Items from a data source
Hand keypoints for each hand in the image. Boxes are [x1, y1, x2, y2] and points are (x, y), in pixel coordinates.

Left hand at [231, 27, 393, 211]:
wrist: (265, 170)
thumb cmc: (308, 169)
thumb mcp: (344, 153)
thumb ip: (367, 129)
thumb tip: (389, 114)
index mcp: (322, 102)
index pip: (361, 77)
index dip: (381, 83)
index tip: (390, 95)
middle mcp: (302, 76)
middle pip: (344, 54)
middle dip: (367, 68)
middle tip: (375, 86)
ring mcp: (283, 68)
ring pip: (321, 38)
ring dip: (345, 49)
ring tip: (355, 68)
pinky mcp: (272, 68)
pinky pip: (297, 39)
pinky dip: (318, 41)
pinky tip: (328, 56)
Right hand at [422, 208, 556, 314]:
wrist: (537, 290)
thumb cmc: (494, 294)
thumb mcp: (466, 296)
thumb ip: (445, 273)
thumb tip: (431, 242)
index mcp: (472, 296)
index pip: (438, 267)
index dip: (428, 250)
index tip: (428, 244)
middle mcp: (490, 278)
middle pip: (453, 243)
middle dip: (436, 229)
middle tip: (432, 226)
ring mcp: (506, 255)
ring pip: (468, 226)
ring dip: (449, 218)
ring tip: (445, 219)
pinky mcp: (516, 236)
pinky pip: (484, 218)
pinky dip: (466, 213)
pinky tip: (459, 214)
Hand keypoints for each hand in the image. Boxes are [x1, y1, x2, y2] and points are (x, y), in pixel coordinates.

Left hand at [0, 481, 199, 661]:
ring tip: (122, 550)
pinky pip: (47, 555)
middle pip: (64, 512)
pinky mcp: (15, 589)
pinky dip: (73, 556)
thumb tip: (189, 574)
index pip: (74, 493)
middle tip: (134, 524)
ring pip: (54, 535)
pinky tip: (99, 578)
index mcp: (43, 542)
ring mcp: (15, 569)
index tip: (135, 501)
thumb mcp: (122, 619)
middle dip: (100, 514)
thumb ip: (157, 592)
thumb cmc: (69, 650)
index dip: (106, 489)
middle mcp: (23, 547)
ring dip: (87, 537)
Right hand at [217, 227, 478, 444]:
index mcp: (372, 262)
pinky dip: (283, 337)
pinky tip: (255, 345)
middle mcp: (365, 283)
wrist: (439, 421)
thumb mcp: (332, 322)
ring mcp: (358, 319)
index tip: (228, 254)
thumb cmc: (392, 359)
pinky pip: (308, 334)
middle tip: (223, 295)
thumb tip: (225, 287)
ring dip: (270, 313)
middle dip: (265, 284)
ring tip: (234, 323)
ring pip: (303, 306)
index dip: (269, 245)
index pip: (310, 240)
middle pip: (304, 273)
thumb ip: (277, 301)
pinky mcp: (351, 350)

* [Instructions to follow]
What's needed is a word-for-word restatement of all the entries.

* [Answer space]
Hand keypoints for each hand in the image. Boxes are [x1, y1, x2, y2] and points are (x, y), in pixel coordinates.

Left hand at [231, 27, 393, 211]:
wrist: (265, 170)
thumb cmc: (308, 169)
thumb mcp: (344, 153)
thumb ip: (367, 129)
thumb tip: (389, 114)
index mcp: (322, 102)
index pip: (361, 77)
index dip: (381, 83)
index tip: (390, 95)
middle mcp: (302, 76)
middle pip: (344, 54)
middle dip: (367, 68)
middle tip: (375, 86)
ring mcp: (283, 68)
ring pip: (321, 38)
ring dip: (345, 49)
ring tip: (355, 68)
pinky mcp: (272, 68)
pinky pip: (297, 39)
pinky dip: (318, 41)
pinky tip: (328, 56)
Right hand at [422, 208, 556, 314]:
wrist: (537, 290)
thumb cmc: (494, 294)
thumb mcp: (466, 296)
thumb ip: (445, 273)
thumb tip: (431, 242)
index mcp: (472, 296)
index pip: (438, 267)
index dip: (428, 250)
index tip: (428, 244)
middle mcp: (490, 278)
middle pip: (453, 243)
middle dip: (436, 229)
middle tip: (432, 226)
ring mcp: (506, 255)
ring pip: (468, 226)
ring dip: (449, 218)
ring tip: (445, 219)
pinky mcp: (516, 236)
pinky pip: (484, 218)
pinky dip: (466, 213)
pinky tip: (459, 214)
Hand keypoints for each hand in the image. Boxes are [x1, y1, x2, y2] and points are (x, y), in pixel coordinates.

Left hand at [0, 481, 199, 661]:
ring tip: (122, 550)
pinky pip: (47, 555)
middle pip: (64, 512)
pinky mcp: (15, 589)
pinky dip: (73, 556)
thumb tip: (189, 574)
index pip: (74, 493)
middle tip: (134, 524)
ring pip: (54, 535)
pinky tip: (99, 578)
index mcp: (43, 542)
ring mcp: (15, 569)
index tip: (135, 501)
thumb mcp: (122, 619)
middle dip: (100, 514)
thumb ip: (157, 592)
thumb cmc: (69, 650)
index dip: (106, 489)
middle mcp: (23, 547)
ring dip: (87, 537)
Right hand at [217, 227, 478, 444]:
index mcp: (372, 262)
pinky dip: (283, 337)
pinky tip: (255, 345)
middle mcp: (365, 283)
wrist: (439, 421)
thumb mcp: (332, 322)
ring mcp: (358, 319)
index tip: (228, 254)
thumb cmc: (392, 359)
pinky pip: (308, 334)
middle tip: (223, 295)
thumb tip: (225, 287)
ring dip: (270, 313)
middle dip: (265, 284)
ring tip: (234, 323)
ring pip: (303, 306)
index dip: (269, 245)
index pip: (310, 240)
middle pip: (304, 273)
thumb ip: (277, 301)
pinky mcp: (351, 350)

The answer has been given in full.